Write out the records in full, exactly as given, but without the images.

(Stored items)

-*-*-

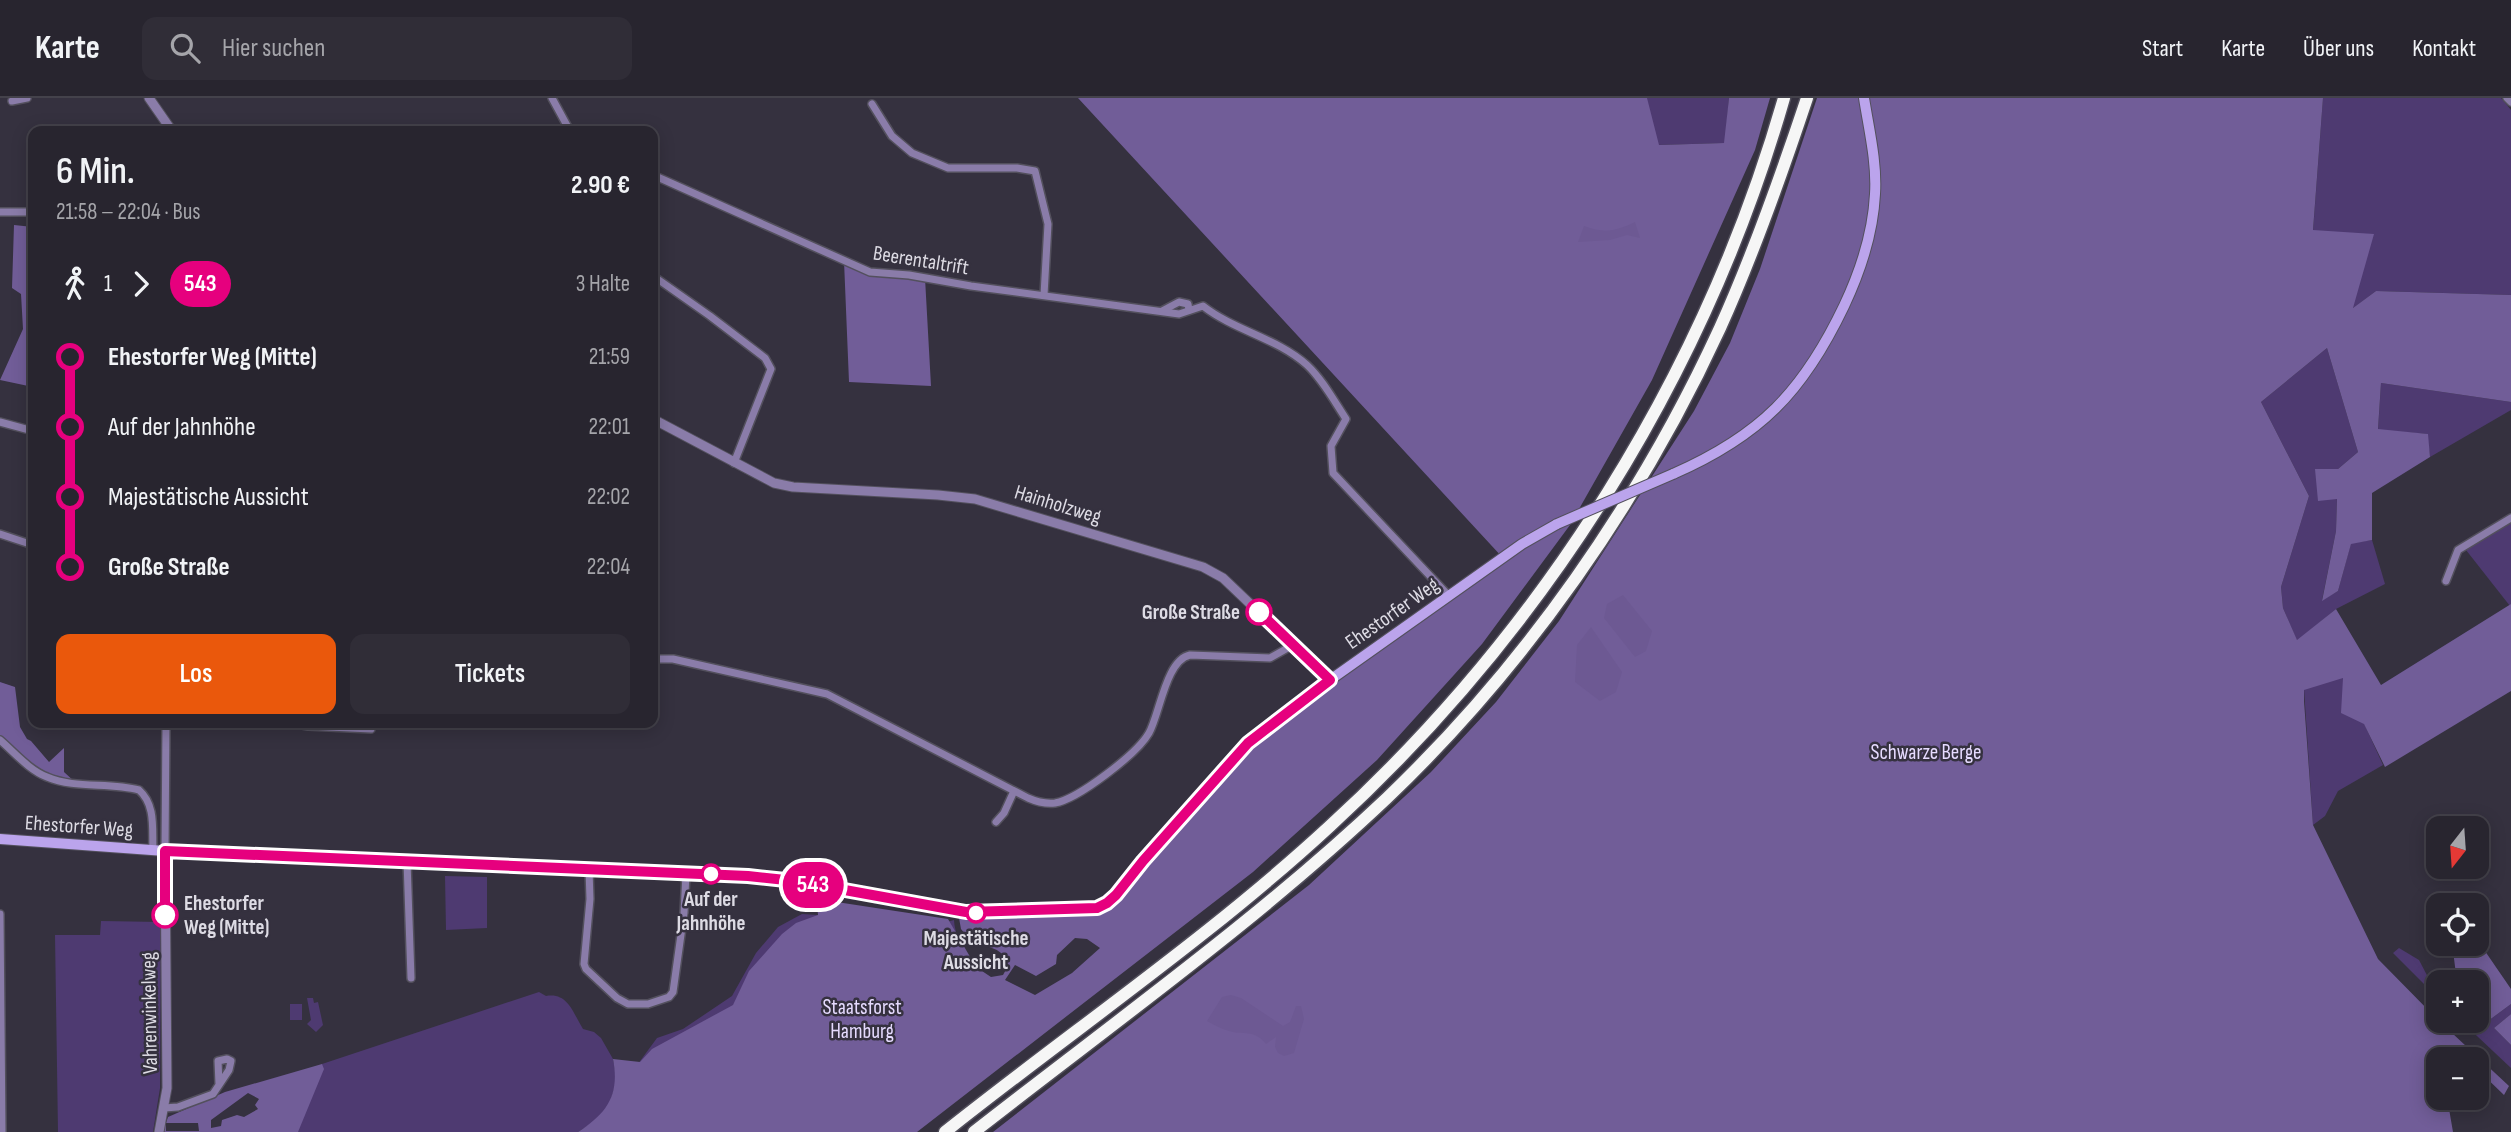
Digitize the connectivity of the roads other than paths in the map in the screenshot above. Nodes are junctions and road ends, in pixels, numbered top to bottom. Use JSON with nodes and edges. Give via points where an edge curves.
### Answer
{"nodes":[{"id":1,"x":27,"y":98,"type":"edge"},
{"id":2,"x":149,"y":98,"type":"edge"},
{"id":3,"x":552,"y":98,"type":"edge"},
{"id":4,"x":1784,"y":98,"type":"edge"},
{"id":5,"x":1807,"y":98,"type":"edge"},
{"id":6,"x":1864,"y":98,"type":"edge"},
{"id":7,"x":2507,"y":98,"type":"edge"},
{"id":8,"x":12,"y":102,"type":"dead end"},
{"id":9,"x":2511,"y":102,"type":"edge"},
{"id":10,"x":872,"y":104,"type":"dead end"},
{"id":11,"x":169,"y":126,"type":"edge"},
{"id":12,"x":567,"y":126,"type":"edge"},
{"id":13,"x":658,"y":176,"type":"edge"},
{"id":14,"x":0,"y":212,"type":"edge"},
{"id":15,"x":28,"y":212,"type":"edge"},
{"id":16,"x":658,"y":279,"type":"edge"},
{"id":17,"x":1044,"y":295,"type":"junction"},
{"id":18,"x":1188,"y":310,"type":"junction"},
{"id":19,"x":1161,"y":312,"type":"junction"},
{"id":20,"x":0,"y":422,"type":"edge"},
{"id":21,"x":658,"y":422,"type":"edge"},
{"id":22,"x":28,"y":430,"type":"edge"},
{"id":23,"x":734,"y":463,"type":"junction"},
{"id":24,"x":2511,"y":518,"type":"edge"},
{"id":25,"x":0,"y":534,"type":"edge"},
{"id":26,"x":28,"y":543,"type":"edge"},
{"id":27,"x":2446,"y":581,"type":"dead end"},
{"id":28,"x":1449,"y":596,"type":"junction"},
{"id":29,"x":1293,"y":645,"type":"junction"},
{"id":30,"x":658,"y":659,"type":"edge"},
{"id":31,"x":1330,"y":680,"type":"junction"},
{"id":32,"x":166,"y":728,"type":"edge"},
{"id":33,"x":350,"y":728,"type":"edge"},
{"id":34,"x":371,"y":729,"type":"dead end"},
{"id":35,"x":0,"y":740,"type":"edge"},
{"id":36,"x":1014,"y":791,"type":"junction"},
{"id":37,"x":996,"y":822,"type":"dead end"},
{"id":38,"x":0,"y":839,"type":"edge"},
{"id":39,"x":153,"y":850,"type":"junction"},
{"id":40,"x":165,"y":851,"type":"junction"},
{"id":41,"x":407,"y":861,"type":"junction"},
{"id":42,"x":589,"y":870,"type":"junction"},
{"id":43,"x":686,"y":874,"type":"junction"},
{"id":44,"x":0,"y":914,"type":"edge"},
{"id":45,"x":411,"y":978,"type":"dead end"},
{"id":46,"x":219,"y":1084,"type":"dead end"},
{"id":47,"x":164,"y":1108,"type":"junction"},
{"id":48,"x":2,"y":1132,"type":"edge"},
{"id":49,"x":159,"y":1132,"type":"edge"},
{"id":50,"x":945,"y":1132,"type":"edge"},
{"id":51,"x":974,"y":1132,"type":"edge"}],
"edges":[{"from":1,"to":8,"type":"street"},
{"from":2,"to":11,"type":"street"},
{"from":3,"to":12,"type":"street"},
{"from":4,"to":50,"type":"highway","via":[[1746,210],[1677,371],[1613,487],[1511,633],[1431,726],[1331,826],[1253,893]]},
{"from":5,"to":51,"type":"highway","via":[[1748,263],[1696,379],[1586,563],[1501,675],[1448,736],[1342,840],[1221,942]]},
{"from":6,"to":28,"type":"main road","name":"Ehestorfer Weg","bridge":true,"via":[[1875,176],[1872,226],[1859,273],[1807,373],[1768,416],[1723,449],[1557,524]]},
{"from":7,"to":9,"type":"street"},
{"from":10,"to":17,"type":"street","via":[[892,136],[912,153],[948,168],[1035,171],[1048,224]]},
{"from":13,"to":17,"type":"street","name":"Beerentaltrift","via":[[870,272]]},
{"from":14,"to":15,"type":"street"},
{"from":16,"to":23,"type":"street","via":[[765,358],[771,369]]},
{"from":17,"to":19,"type":"street","name":"Beerentaltrift"},
{"from":18,"to":19,"type":"street","name":"Beerentaltrift","via":[[1182,314]]},
{"from":18,"to":19,"type":"street","name":"Beerentaltrift","via":[[1188,304],[1179,302]]},
{"from":18,"to":28,"type":"street","name":"Beerentaltrift","via":[[1203,306],[1282,348],[1315,374],[1346,419],[1331,446],[1333,473]]},
{"from":20,"to":22,"type":"street"},
{"from":21,"to":23,"type":"street","name":"Hainholzweg"},
{"from":23,"to":29,"type":"street","name":"Hainholzweg","via":[[793,487],[975,499],[1195,564],[1223,578]]},
{"from":24,"to":27,"type":"street","via":[[2458,550]]},
{"from":25,"to":26,"type":"street"},
{"from":28,"to":31,"type":"main road","name":"Ehestorfer Weg"},
{"from":29,"to":31,"type":"street","name":"Hainholzweg"},
{"from":29,"to":36,"type":"street","via":[[1270,658],[1183,657],[1173,669],[1146,737],[1091,785],[1054,803],[1038,802]]},
{"from":30,"to":36,"type":"street","via":[[827,694]]},
{"from":31,"to":43,"type":"main road","name":"Ehestorfer Weg","via":[[1248,743],[1116,895],[1097,908],[966,912],[785,880]]},
{"from":32,"to":40,"type":"street"},
{"from":33,"to":34,"type":"street"},
{"from":35,"to":39,"type":"street","via":[[46,777],[139,790],[151,809]]},
{"from":36,"to":37,"type":"street"},
{"from":38,"to":39,"type":"main road","name":"Ehestorfer Weg"},
{"from":39,"to":40,"type":"main road","name":"Ehestorfer Weg"},
{"from":40,"to":41,"type":"main road","name":"Ehestorfer Weg"},
{"from":40,"to":47,"type":"street","name":"Vahrenwinkelweg"},
{"from":41,"to":42,"type":"main road","name":"Ehestorfer Weg"},
{"from":41,"to":45,"type":"street"},
{"from":42,"to":43,"type":"main road","name":"Ehestorfer Weg"},
{"from":42,"to":43,"type":"street","via":[[584,964],[617,998],[639,1006],[673,992]]},
{"from":44,"to":48,"type":"street"},
{"from":46,"to":47,"type":"street","via":[[213,1094]]},
{"from":47,"to":49,"type":"street","name":"Vahrenwinkelweg"}]}
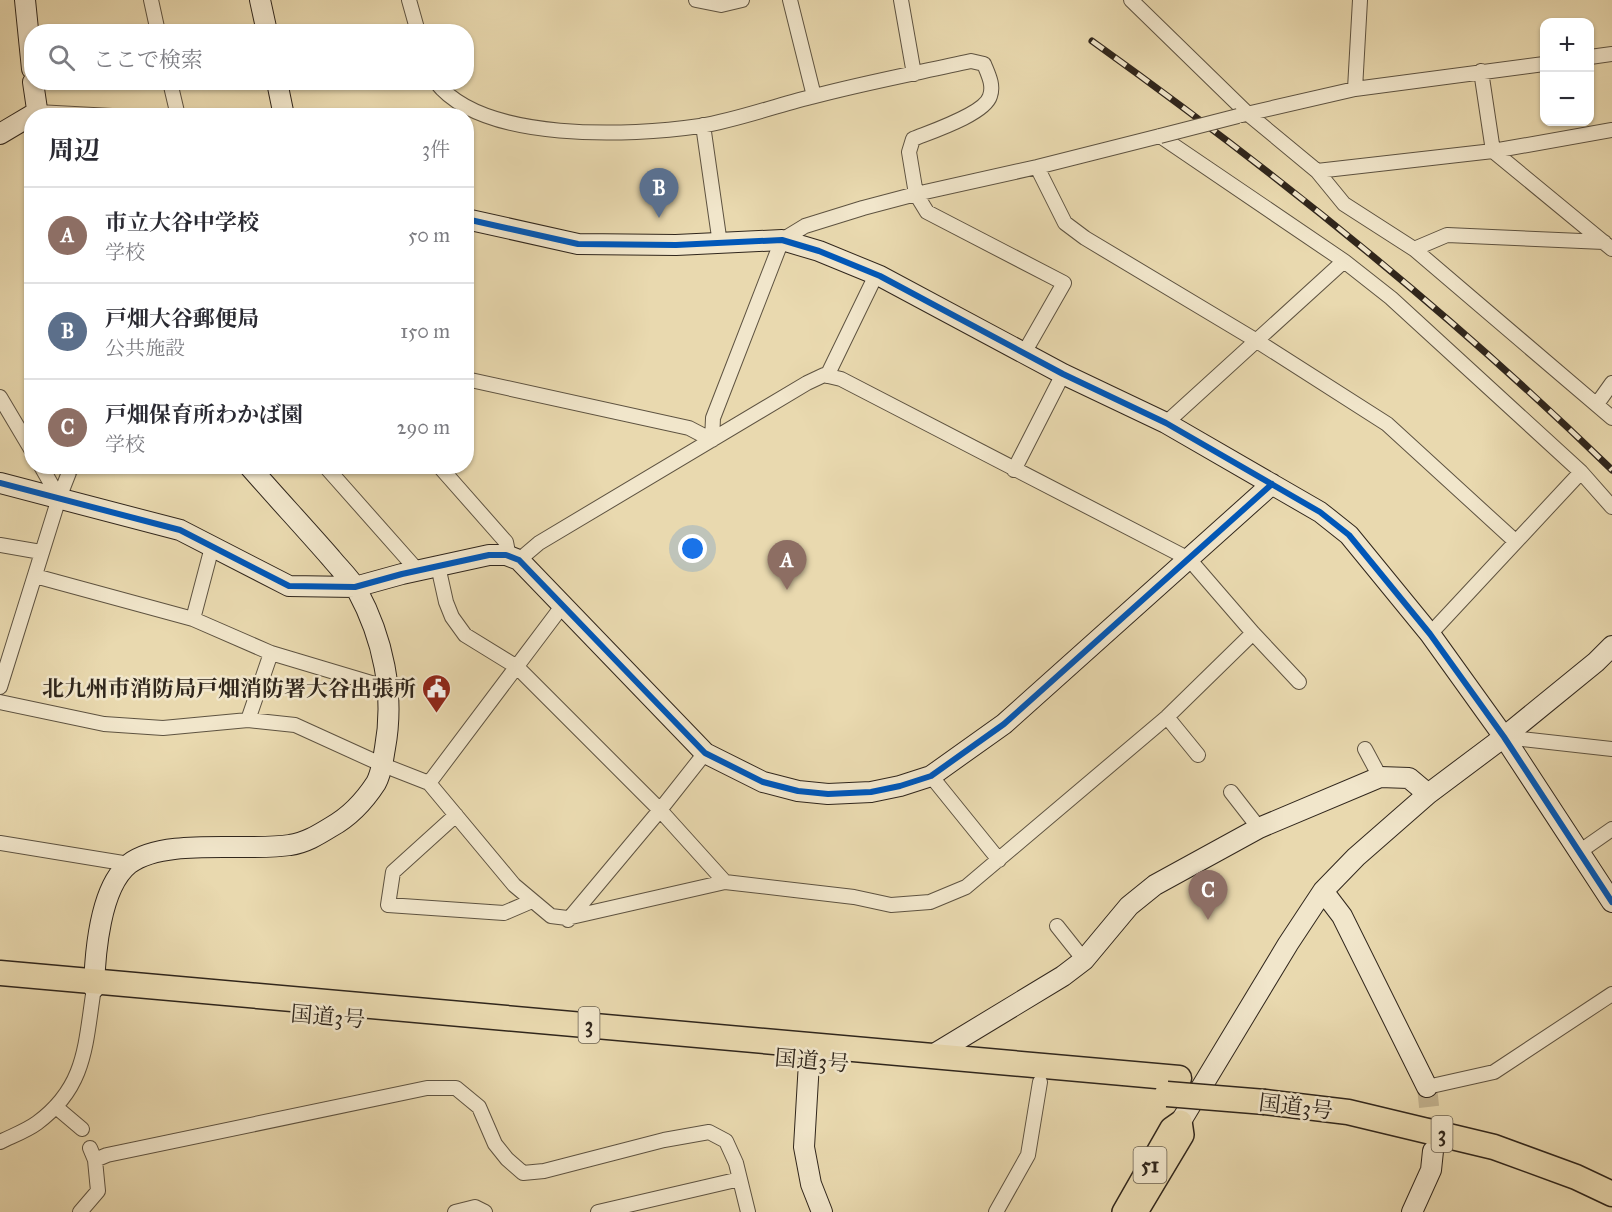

-*-*-

RESPONSE TO THE TASK =>
Digitize the connectivity of the roads other than paths in the map in the screenshot above. Nodes are junctions and road ends, in pixels, numbered top to bottom. Use JSON with nodes and edges. Give via points where an edge curves.
### Answer
{"nodes":[{"id":1,"x":27,"y":98,"type":"edge"},
{"id":2,"x":149,"y":98,"type":"edge"},
{"id":3,"x":552,"y":98,"type":"edge"},
{"id":4,"x":1784,"y":98,"type":"edge"},
{"id":5,"x":1807,"y":98,"type":"edge"},
{"id":6,"x":1864,"y":98,"type":"edge"},
{"id":7,"x":2507,"y":98,"type":"edge"},
{"id":8,"x":12,"y":102,"type":"dead end"},
{"id":9,"x":2511,"y":102,"type":"edge"},
{"id":10,"x":872,"y":104,"type":"dead end"},
{"id":11,"x":169,"y":126,"type":"edge"},
{"id":12,"x":567,"y":126,"type":"edge"},
{"id":13,"x":658,"y":176,"type":"edge"},
{"id":14,"x":0,"y":212,"type":"edge"},
{"id":15,"x":28,"y":212,"type":"edge"},
{"id":16,"x":658,"y":279,"type":"edge"},
{"id":17,"x":1044,"y":295,"type":"junction"},
{"id":18,"x":1188,"y":310,"type":"junction"},
{"id":19,"x":1161,"y":312,"type":"junction"},
{"id":20,"x":0,"y":422,"type":"edge"},
{"id":21,"x":658,"y":422,"type":"edge"},
{"id":22,"x":28,"y":430,"type":"edge"},
{"id":23,"x":734,"y":463,"type":"junction"},
{"id":24,"x":2511,"y":518,"type":"edge"},
{"id":25,"x":0,"y":534,"type":"edge"},
{"id":26,"x":28,"y":543,"type":"edge"},
{"id":27,"x":2446,"y":581,"type":"dead end"},
{"id":28,"x":1449,"y":596,"type":"junction"},
{"id":29,"x":1293,"y":645,"type":"junction"},
{"id":30,"x":658,"y":659,"type":"edge"},
{"id":31,"x":1330,"y":680,"type":"junction"},
{"id":32,"x":166,"y":728,"type":"edge"},
{"id":33,"x":350,"y":728,"type":"edge"},
{"id":34,"x":371,"y":729,"type":"dead end"},
{"id":35,"x":0,"y":740,"type":"edge"},
{"id":36,"x":1014,"y":791,"type":"junction"},
{"id":37,"x":996,"y":822,"type":"dead end"},
{"id":38,"x":0,"y":839,"type":"edge"},
{"id":39,"x":153,"y":850,"type":"junction"},
{"id":40,"x":165,"y":851,"type":"junction"},
{"id":41,"x":407,"y":861,"type":"junction"},
{"id":42,"x":589,"y":870,"type":"junction"},
{"id":43,"x":686,"y":874,"type":"junction"},
{"id":44,"x":0,"y":914,"type":"edge"},
{"id":45,"x":411,"y":978,"type":"dead end"},
{"id":46,"x":219,"y":1084,"type":"dead end"},
{"id":47,"x":164,"y":1108,"type":"junction"},
{"id":48,"x":2,"y":1132,"type":"edge"},
{"id":49,"x":159,"y":1132,"type":"edge"},
{"id":50,"x":945,"y":1132,"type":"edge"},
{"id":51,"x":974,"y":1132,"type":"edge"}],
"edges":[{"from":1,"to":8,"type":"street"},
{"from":2,"to":11,"type":"street"},
{"from":3,"to":12,"type":"street"},
{"from":4,"to":50,"type":"highway","via":[[1746,210],[1677,371],[1613,487],[1511,633],[1431,726],[1331,826],[1253,893]]},
{"from":5,"to":51,"type":"highway","via":[[1748,263],[1696,379],[1586,563],[1501,675],[1448,736],[1342,840],[1221,942]]},
{"from":6,"to":28,"type":"main road","name":"Ehestorfer Weg","bridge":true,"via":[[1875,176],[1872,226],[1859,273],[1807,373],[1768,416],[1723,449],[1557,524]]},
{"from":7,"to":9,"type":"street"},
{"from":10,"to":17,"type":"street","via":[[892,136],[912,153],[948,168],[1035,171],[1048,224]]},
{"from":13,"to":17,"type":"street","name":"Beerentaltrift","via":[[870,272]]},
{"from":14,"to":15,"type":"street"},
{"from":16,"to":23,"type":"street","via":[[765,358],[771,369]]},
{"from":17,"to":19,"type":"street","name":"Beerentaltrift"},
{"from":18,"to":19,"type":"street","name":"Beerentaltrift","via":[[1182,314]]},
{"from":18,"to":19,"type":"street","name":"Beerentaltrift","via":[[1188,304],[1179,302]]},
{"from":18,"to":28,"type":"street","name":"Beerentaltrift","via":[[1203,306],[1282,348],[1315,374],[1346,419],[1331,446],[1333,473]]},
{"from":20,"to":22,"type":"street"},
{"from":21,"to":23,"type":"street","name":"Hainholzweg"},
{"from":23,"to":29,"type":"street","name":"Hainholzweg","via":[[793,487],[975,499],[1195,564],[1223,578]]},
{"from":24,"to":27,"type":"street","via":[[2458,550]]},
{"from":25,"to":26,"type":"street"},
{"from":28,"to":31,"type":"main road","name":"Ehestorfer Weg"},
{"from":29,"to":31,"type":"street","name":"Hainholzweg"},
{"from":29,"to":36,"type":"street","via":[[1270,658],[1183,657],[1173,669],[1146,737],[1091,785],[1054,803],[1038,802]]},
{"from":30,"to":36,"type":"street","via":[[827,694]]},
{"from":31,"to":43,"type":"main road","name":"Ehestorfer Weg","via":[[1248,743],[1116,895],[1097,908],[966,912],[785,880]]},
{"from":32,"to":40,"type":"street"},
{"from":33,"to":34,"type":"street"},
{"from":35,"to":39,"type":"street","via":[[46,777],[139,790],[151,809]]},
{"from":36,"to":37,"type":"street"},
{"from":38,"to":39,"type":"main road","name":"Ehestorfer Weg"},
{"from":39,"to":40,"type":"main road","name":"Ehestorfer Weg"},
{"from":40,"to":41,"type":"main road","name":"Ehestorfer Weg"},
{"from":40,"to":47,"type":"street","name":"Vahrenwinkelweg"},
{"from":41,"to":42,"type":"main road","name":"Ehestorfer Weg"},
{"from":41,"to":45,"type":"street"},
{"from":42,"to":43,"type":"main road","name":"Ehestorfer Weg"},
{"from":42,"to":43,"type":"street","via":[[584,964],[617,998],[639,1006],[673,992]]},
{"from":44,"to":48,"type":"street"},
{"from":46,"to":47,"type":"street","via":[[213,1094]]},
{"from":47,"to":49,"type":"street","name":"Vahrenwinkelweg"}]}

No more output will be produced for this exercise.